Texmo Blank manufactures aluminium castings for complex, thin-wall structures used in lightweight aerospace applications, alongside a broader material range for high-performance alloys.
Process and Quality Requirements in Aerospace
Aerospace investment casting programmes impose stringent process control, inspection and traceability requirements.
Design for Casting and Simulation
Engineering collaboration is essential to ensure parts are optimised for both performance and manufacturability.
- Aerospace components are often designed with finite element analysis and CFD; casting engineers then adapt these designs into feasible gating, feeding, and shell systems.
- Simulation is used to predict fill behaviour, solidification, and defect risk, reducing iterations and enabling “right first time” production readiness.
Texmo Blank emphasises casting simulation and process development, which helps aerospace engineers de-risk complex geometries before investing in full production tooling.

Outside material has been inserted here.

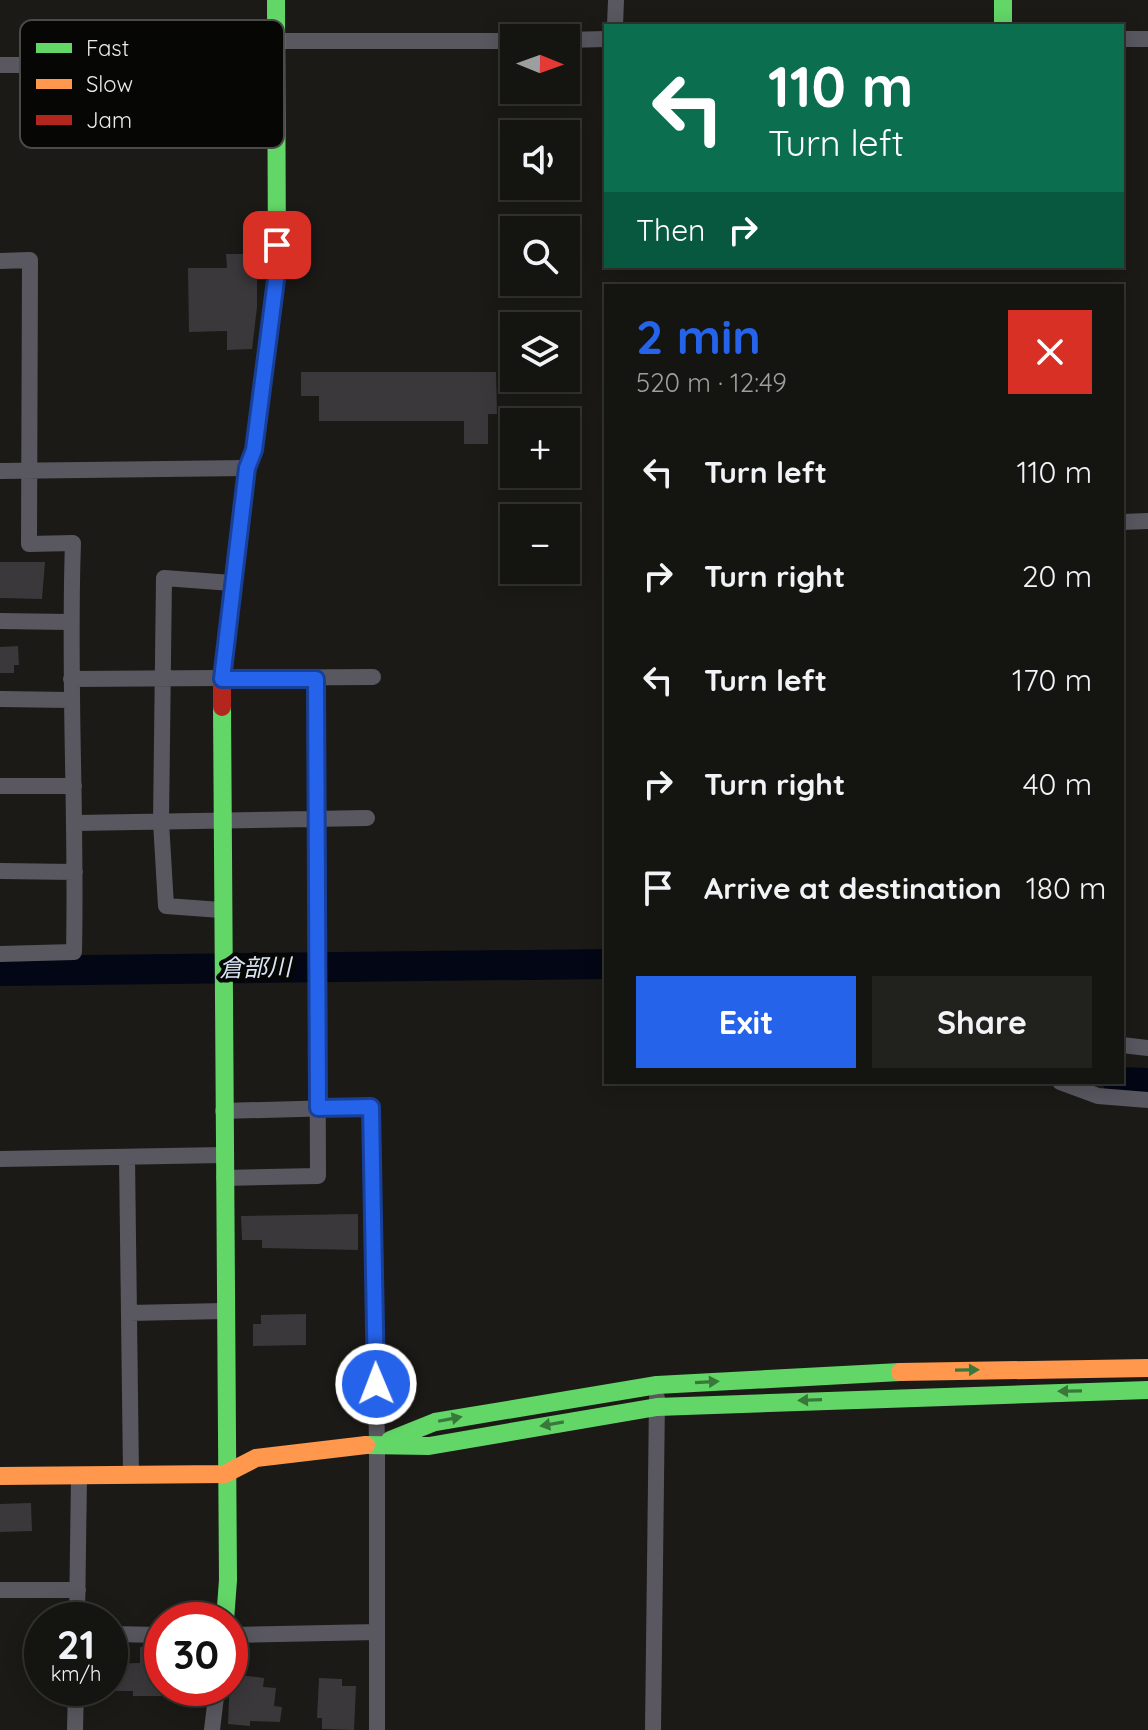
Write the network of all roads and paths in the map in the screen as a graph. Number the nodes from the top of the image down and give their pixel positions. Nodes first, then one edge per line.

Inspection, Certification, and Traceability
Aerospace standards demand rigorous inspection and full traceability from melt to finished part.
- Typical programmes involve dimensional checks (CMM), non-destructive testing (radiography, dye penetrant, ultrasonic), and mechanical and metallurgical testing.
- Documentation must support regulatory and OEM requirements, including material certificates, process records, and long-term data retention.
Texmo Blank’s focus on quality control, recognised by multi-year supplier awards from major industrial OEMs, is directly transferable to aerospace expectations for consistency and documentation.
How Texmo Blank Aligns with Aerospace Needs
Texmo Blank is a global partner in precision investment casting, with facilities across North America, Europe, and Asia and experience in aerospace, automotive, medical, and industrial sectors. This structure supports aerospace customers who want to pair advanced aerospace investment casting capability with a global footprint and multi-industry experience.
For aerospace programmes, Texmo Blank offers:
- Multi-material capability, including stainless steels, low-alloy steels, aluminium, and superalloys suited to engine, structural, and system components.
- A track record in solving complex manufacturing challenges, such as thin-walled geometries, ceramic core applications, and tight dimensional control.
- Global supply options and engineering support that can be leveraged to balance cost, lead time, and risk for aerospace platforms.
For engineers and buyers evaluating aerospace investment casting, engaging a supplier like Texmo Blank early in the design phase helps translate performance requirements into castable, certifiable, and scalable components – from turbine blades and engine frames through to structural brackets, landing systems, and high-integrity cabin hardware.